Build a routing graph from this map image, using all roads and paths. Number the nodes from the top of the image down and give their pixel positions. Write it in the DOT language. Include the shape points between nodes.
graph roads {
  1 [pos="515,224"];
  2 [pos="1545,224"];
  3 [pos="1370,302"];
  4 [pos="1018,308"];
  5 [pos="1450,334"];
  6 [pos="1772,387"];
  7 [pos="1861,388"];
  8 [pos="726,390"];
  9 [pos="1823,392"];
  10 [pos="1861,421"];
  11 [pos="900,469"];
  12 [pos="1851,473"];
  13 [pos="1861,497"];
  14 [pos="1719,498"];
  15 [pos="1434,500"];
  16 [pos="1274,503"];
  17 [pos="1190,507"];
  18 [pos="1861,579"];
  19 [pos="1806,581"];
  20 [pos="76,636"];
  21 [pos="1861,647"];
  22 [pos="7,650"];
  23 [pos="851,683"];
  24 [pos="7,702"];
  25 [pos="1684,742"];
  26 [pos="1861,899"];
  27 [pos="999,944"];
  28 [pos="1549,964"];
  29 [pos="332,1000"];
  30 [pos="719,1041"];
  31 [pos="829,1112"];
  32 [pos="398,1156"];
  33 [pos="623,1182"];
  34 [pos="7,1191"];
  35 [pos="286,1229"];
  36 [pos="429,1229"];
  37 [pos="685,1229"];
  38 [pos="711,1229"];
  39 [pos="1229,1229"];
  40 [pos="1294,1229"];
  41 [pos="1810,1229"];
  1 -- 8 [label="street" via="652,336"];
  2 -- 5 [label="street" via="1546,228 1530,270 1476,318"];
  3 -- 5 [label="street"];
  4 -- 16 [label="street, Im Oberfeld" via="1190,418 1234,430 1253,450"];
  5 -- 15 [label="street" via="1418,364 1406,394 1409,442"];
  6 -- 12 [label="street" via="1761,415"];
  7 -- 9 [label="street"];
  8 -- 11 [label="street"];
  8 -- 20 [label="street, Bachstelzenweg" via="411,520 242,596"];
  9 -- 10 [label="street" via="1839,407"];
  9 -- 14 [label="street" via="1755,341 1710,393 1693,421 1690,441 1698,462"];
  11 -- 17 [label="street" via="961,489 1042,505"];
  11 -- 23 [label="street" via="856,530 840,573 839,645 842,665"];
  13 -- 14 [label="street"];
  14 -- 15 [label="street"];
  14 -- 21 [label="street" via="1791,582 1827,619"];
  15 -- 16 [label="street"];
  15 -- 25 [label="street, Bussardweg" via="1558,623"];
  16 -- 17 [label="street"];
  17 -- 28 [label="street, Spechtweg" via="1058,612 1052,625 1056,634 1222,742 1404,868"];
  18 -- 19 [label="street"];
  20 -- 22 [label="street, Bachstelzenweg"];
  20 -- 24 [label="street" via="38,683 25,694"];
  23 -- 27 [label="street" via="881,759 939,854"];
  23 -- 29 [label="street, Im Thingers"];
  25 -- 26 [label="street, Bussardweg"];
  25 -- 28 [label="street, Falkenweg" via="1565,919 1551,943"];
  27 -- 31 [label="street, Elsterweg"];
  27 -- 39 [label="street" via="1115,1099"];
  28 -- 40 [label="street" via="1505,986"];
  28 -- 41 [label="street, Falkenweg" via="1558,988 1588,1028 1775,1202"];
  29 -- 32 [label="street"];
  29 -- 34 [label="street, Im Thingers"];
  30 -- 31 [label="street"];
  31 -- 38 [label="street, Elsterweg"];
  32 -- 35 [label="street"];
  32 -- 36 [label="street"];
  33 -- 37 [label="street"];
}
——
**Work required:**
If a line in the entries holds the word "Elsterweg", count it. Report the total only.

**Task solution:**
2